Failure to invest in effective airspace management brings a real risk
Last week was another great example of the thriving aviation industry in the UAE. Eighty years since the first aircraft landed at Sharjah, RAK Airways launched its inaugural service from Ras Al Khaimah to the capital, allowing its passengers to benefit from a code-sharing agreement with Etihad Airways.
It was also the week which saw Emirates take delivery of three wide-bodied jets in a single day, including its 25th A380, and the Abu Dhabi Airports Company hosted the prestigious 18th World Routes Development Forum.
With the rapid growth in aviation in the region, many commentators have described the Gulf as being the “crossroads of global air traffic”. The question, however, is whether that crossroads will be a free-flowing effective intersection, or a grid-locked four-way stop.
All over the Middle East, we see significant investment in modern aircraft fleets and new airport projects.
Airport planners concern themselves not only with iconic and functional terminal buildings, with sufficient facilities and efficient processes for handling check-in and baggage collection, but they also design the external infrastructure, such as roads, metro and other transport links.
However there is one vital piece of the jigsaw that often gets overlooked, perhaps because it is the one that is hardest to see: airspace.
Failure to invest in effective airspace management brings a real risk. The passenger of the future will arrive at and transit through the new airport quickly and effortlessly, and take their seat in a comfortable new aircraft, only to be told their departure is delayed due to “air traffic control restrictions.”
Air traffic controllers the world over are hard-working professionals who don’t enjoy having to impose restrictions or delay flights. When they do, it is often the result of airspace capacity having been reached, resulting in the flow of aircraft into or out of that airspace needing to be regulated.
Authorities can invest in new systems, redesign their national airspace and train additional staff, but these efforts can only be fully rewarded if their neighbours make similar investments. It is the equivalent of a country building a four-lane highway all the way to the border but then everyone has to queue to access the single-track road on the other side.
That is why the Gulf in particular needs pan-regional cooperation and coordinated planning to ensure that the growth ambitions of the aviation industry are fully realized. That way, the financial benefits that aviation generates to the wider economy are not lost.

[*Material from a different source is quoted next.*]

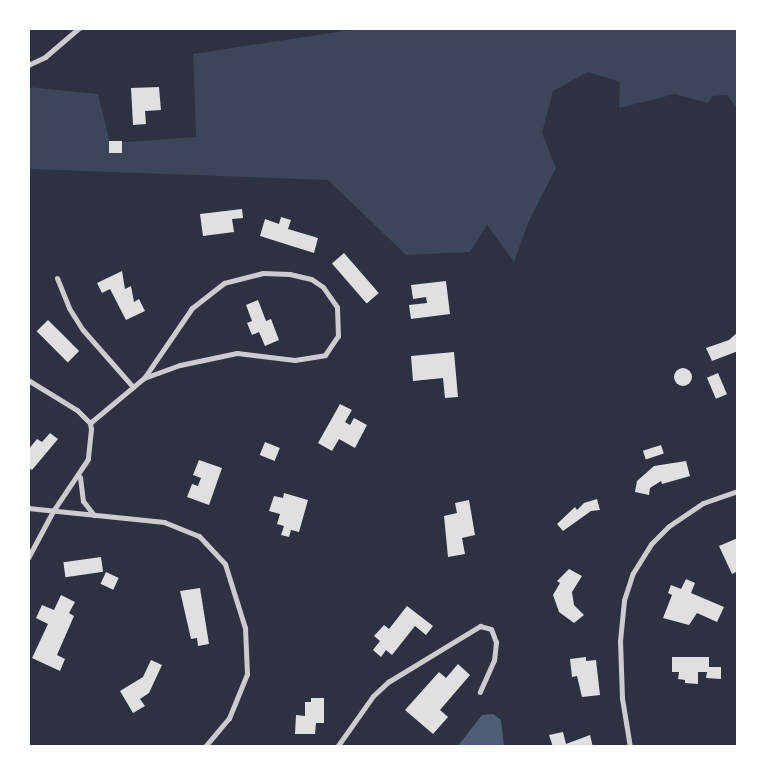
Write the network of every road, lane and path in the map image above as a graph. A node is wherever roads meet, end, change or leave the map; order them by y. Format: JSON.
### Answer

International trade bodies exist, but not every authority is a member. International authorities exist, but they don’t have a mandate to ensure cooperation.

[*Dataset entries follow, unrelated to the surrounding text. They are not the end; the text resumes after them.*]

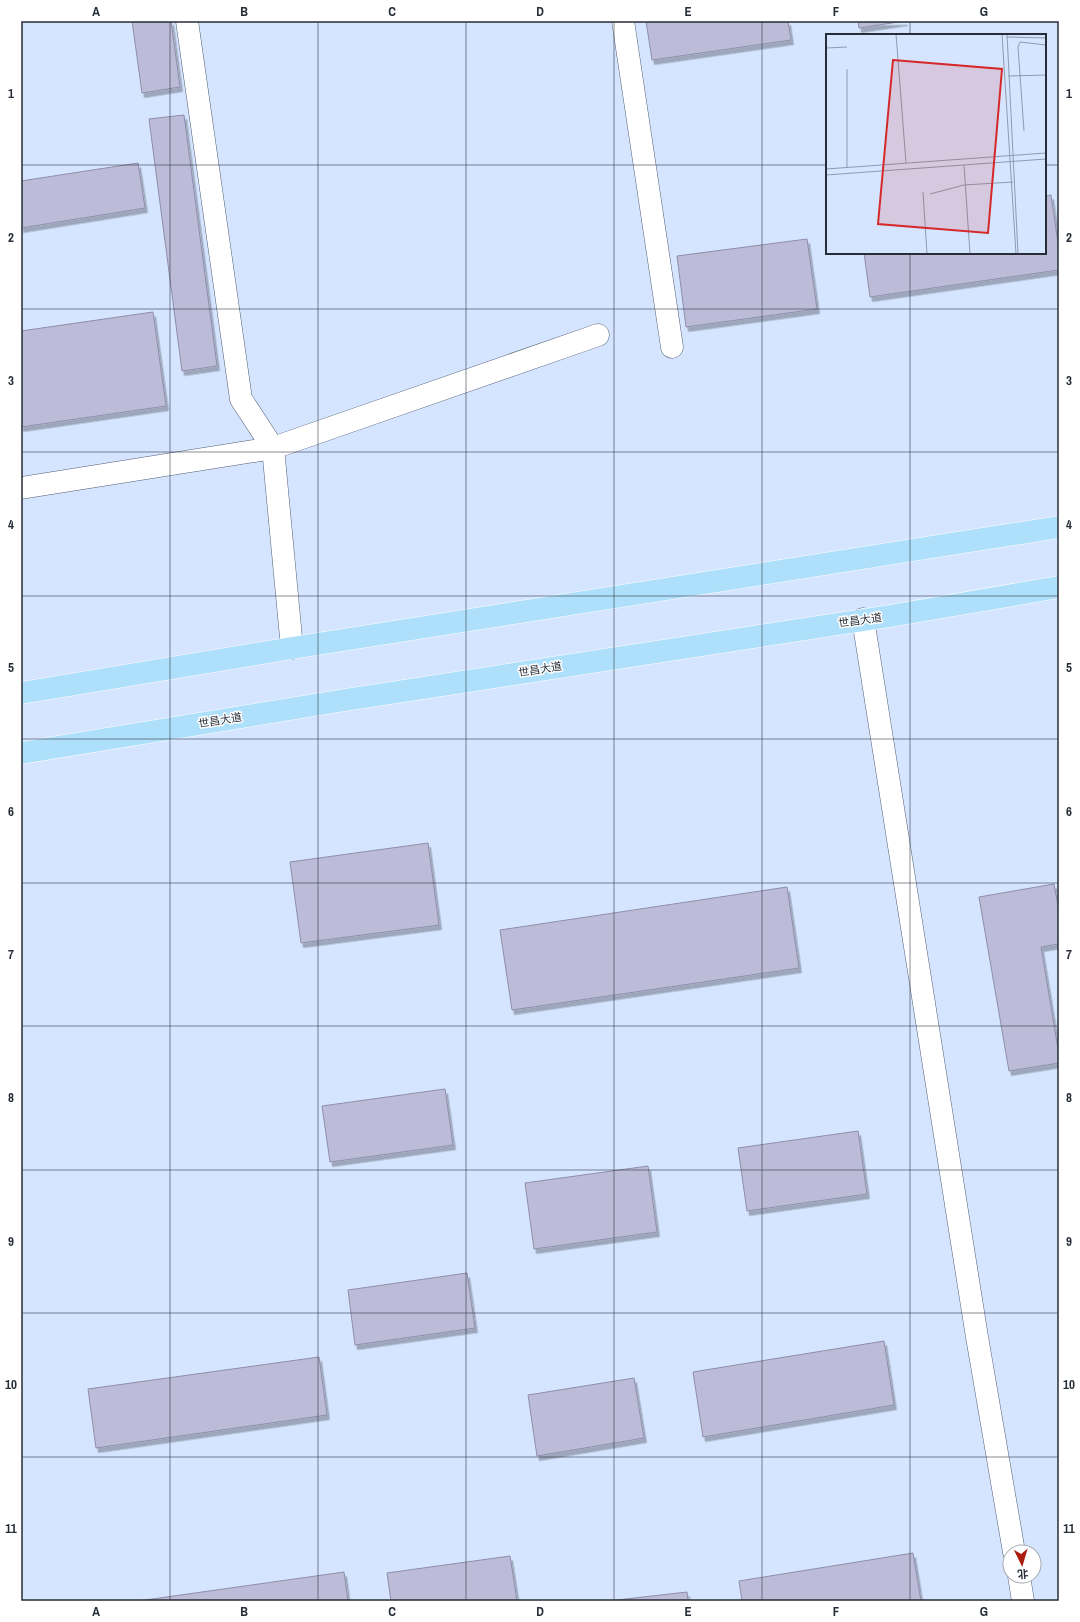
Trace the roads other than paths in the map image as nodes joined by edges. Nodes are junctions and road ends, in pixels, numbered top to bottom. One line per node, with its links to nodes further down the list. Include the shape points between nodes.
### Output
1 (187, 21): 5 (street, via 241,399)
2 (623, 21): 4 (street)
3 (598, 335): 5 (street)
4 (672, 347)
5 (273, 448): 6 (street); 10 (street)
6 (21, 488)
7 (1059, 528): 10 (main road)
8 (1059, 587): 9 (main road, 世昌大道)
9 (863, 619): 12 (main road, 世昌大道); 13 (street, via 977,1337)
10 (292, 648): 11 (main road)
11 (21, 693)
12 (21, 753)
13 (1013, 1544)
14 (1020, 1584): 15 (street)
15 (1023, 1601)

Governments can work together to overcome obstacles in other areas. When governments were concerned about potential restrictions of oil through the Straits of Hormuz, for example, plans were put in place to design alternative routes. Investment in the regional planning and management of airspace in the Middle East is an issue that requires similar political visibility and attention.

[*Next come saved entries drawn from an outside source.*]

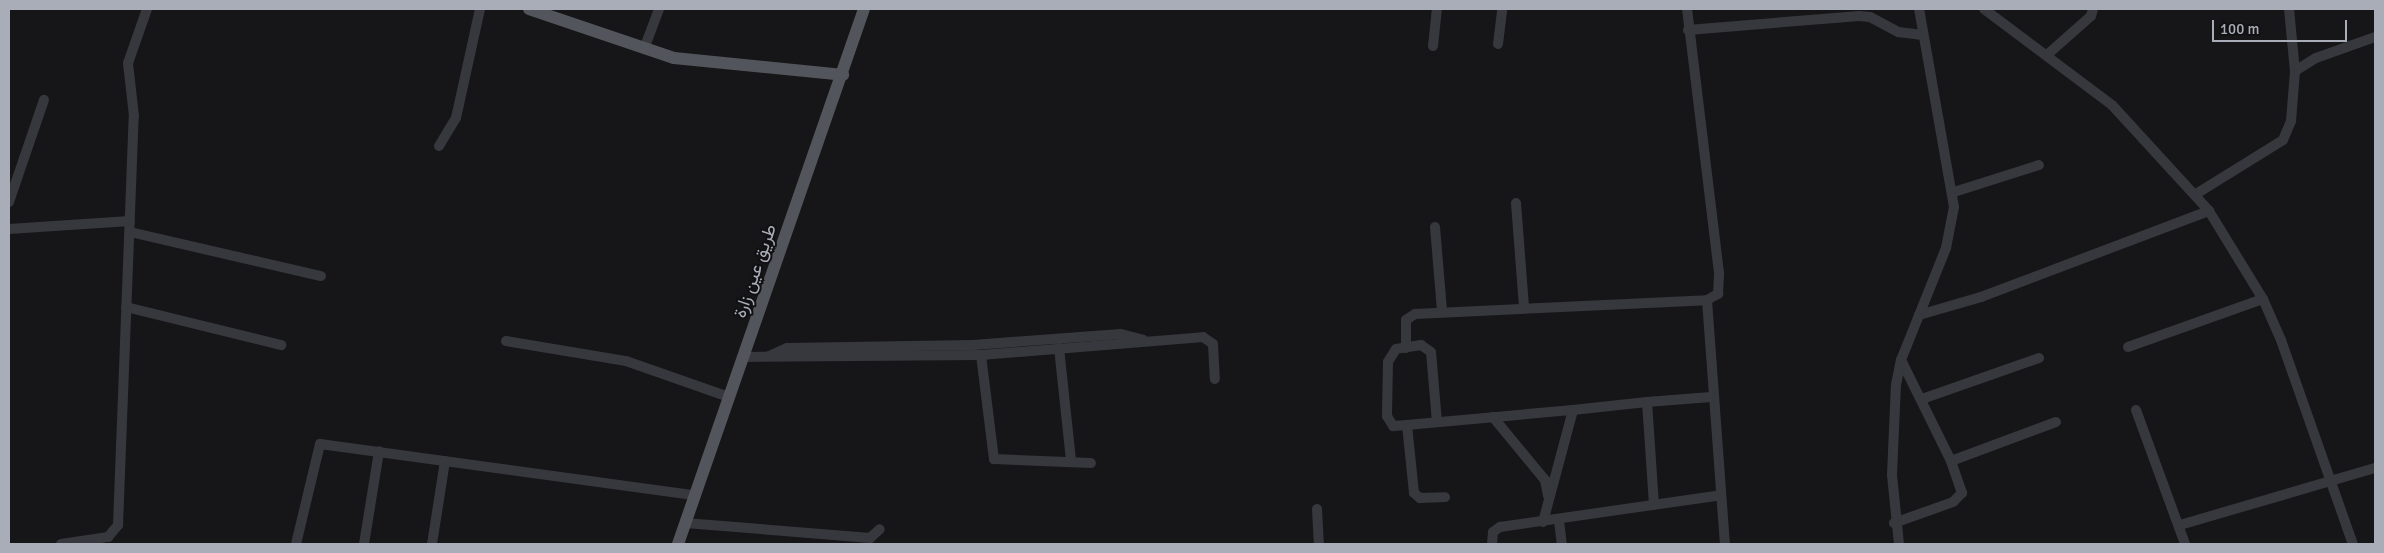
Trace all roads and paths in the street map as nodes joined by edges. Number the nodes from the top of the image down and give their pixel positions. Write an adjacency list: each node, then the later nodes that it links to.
1 (146, 9): 30 (street)
2 (480, 9): 23 (street)
3 (529, 9): 18 (main road)
4 (659, 9): 18 (street)
5 (864, 9): 21 (main road, طريق عين زارة)
6 (1437, 9): 17 (street)
7 (1502, 9): 16 (street)
8 (1686, 9): 13 (street)
9 (1919, 9): 14 (street)
10 (1984, 9): 19 (street)
11 (2093, 9): 19 (street)
12 (2289, 9): 20 (street)
13 (1688, 30): 14 (street); 35 (street)
14 (1923, 35): 25 (street)
15 (2375, 37): 20 (street)
16 (1498, 44)
17 (1432, 46)
18 (644, 49): 21 (main road)
19 (2048, 54): 26 (street)
20 (2295, 71): 26 (street)
21 (843, 74): 47 (main road, طريق عين زارة)
22 (44, 100): 27 (street)
23 (439, 146)
24 (2039, 165): 25 (street)
25 (1954, 192): 39 (street)
26 (2196, 194): 29 (street)
27 (9, 202)
28 (1516, 203): 37 (street)
29 (2209, 211): 34 (street); 39 (street)
30 (130, 226): 32 (street); 33 (street); 36 (street)
31 (1435, 227): 38 (street)
32 (9, 229)
33 (321, 276)
34 (2262, 299): 43 (street); 68 (street)
35 (1707, 300): 37 (street); 53 (street)
36 (126, 307): 42 (street); 81 (street)
37 (1524, 307): 38 (street)
38 (1442, 310): 45 (street)
39 (1920, 315): 50 (street)
40 (506, 341): 52 (street)
41 (1145, 341): 44 (street); 48 (street); 51 (street)
42 (281, 345)
43 (2128, 347)
44 (1059, 348): 46 (street); 64 (street)
45 (1406, 348): 59 (street); 61 (street)
46 (980, 355): 48 (street); 64 (street)
47 (744, 357): 48 (street); 52 (main road, طريق عين زارة)
48 (768, 357)
49 (2039, 358): 54 (street)
50 (1901, 360): 54 (street); 78 (street)
51 (1215, 379)
52 (729, 396): 69 (main road, طريق عين زارة)
53 (1711, 397): 55 (street); 70 (street)
54 (1922, 399): 65 (street)
55 (1647, 402): 56 (street); 73 (street)
56 (1573, 410): 58 (street); 71 (street)
57 (2136, 410): 79 (street)
58 (1493, 417): 59 (street); 71 (street)
59 (1437, 422): 61 (street)
60 (2056, 422): 65 (street)
61 (1407, 426): 72 (street)
62 (379, 452): 63 (street); 83 (street); 84 (street)
63 (445, 461): 69 (street); 85 (street)
64 (1071, 461): 66 (street)
65 (1952, 461): 78 (street)
66 (1091, 463)
67 (2375, 468): 68 (street)
68 (2332, 483): 79 (street); 93 (street)
69 (694, 494): 77 (main road, طريق عين زارة)
70 (1721, 495): 73 (street); 90 (street)
71 (1549, 496): 76 (street)
72 (1445, 497)
73 (1654, 505): 75 (street)
74 (1317, 509): 87 (street)
75 (1559, 521): 76 (street); 89 (street)
76 (1543, 522): 88 (street)
77 (685, 523): 80 (street); 86 (main road, طريق عين زارة)
78 (1894, 523): 91 (street)
79 (2180, 525): 92 (street)
80 (880, 529)
81 (103, 541): 82 (street)
82 (61, 544)
83 (296, 544)
84 (364, 544)
85 (432, 544)
86 (678, 544)
87 (1319, 544)
88 (1492, 544)
89 (1562, 544)
90 (1726, 544)
91 (1899, 544)
92 (2185, 544)
93 (2353, 544)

The Single European Skies project is an example of such cooperation. Some bemoan the slow pace of progress over the last 10 years but it is a step in the right direction. Recognising that the airspace over Europe is fragmented, with insufficient coordination between Air Traffic Management (ATM) providers, air traffic control systems and between civil and military airspace users, the project seeks to address the issues of safety, capacity and performance at a regional as opposed to national level.
One initiative of this project has been to reduce the sixty-seven portions of airspace already in place in Europe and to replace them with nine airspace blocks, in which air traffic flows and air navigation services are integrated and managed according to operational needs, rather than national boundaries.
The UK and Ireland established Europe’s first such airspace block to manage jointly the airspace over both countries and part of the North Atlantic, delivering a range of performance improvements.
Such cooperation brings additional benefits too. Between 2008 and 2011, new efficient flight routings have enabled 48,000 tonnes of fuel savings, equivalent to 152,000 tonnes of Carbon dioxide, and worth more than Dh195 million to airlines.
As work continues on the collaboration, estimated savings in 2012 alone are expected to be 25,000 tonnes of fuel, equivalent to 80,000 tonnes of reduced Carbon dioxide emissions. Taking reduced maintenance and crew costs generated by reduced delays into account as well as fuel savings, the expected benefits to the airlines are more than Dh120 million.
Considering the rapid growth experienced over the last fifteen years, the UAE has performed exceptionally well to cope with challenges so far. However a leadership opportunity exists now for the UAE to show the region how the benefits of its federal model for air traffic control can be expanded to deliver benefits at a pan-GCC level.
If that happens, we will see the crossroads of air travel become the free flowing intersection that we all want. At that point, the sky’s the limit.
John Swift is Director, Middle East of NATS, an air traffic management solutions company.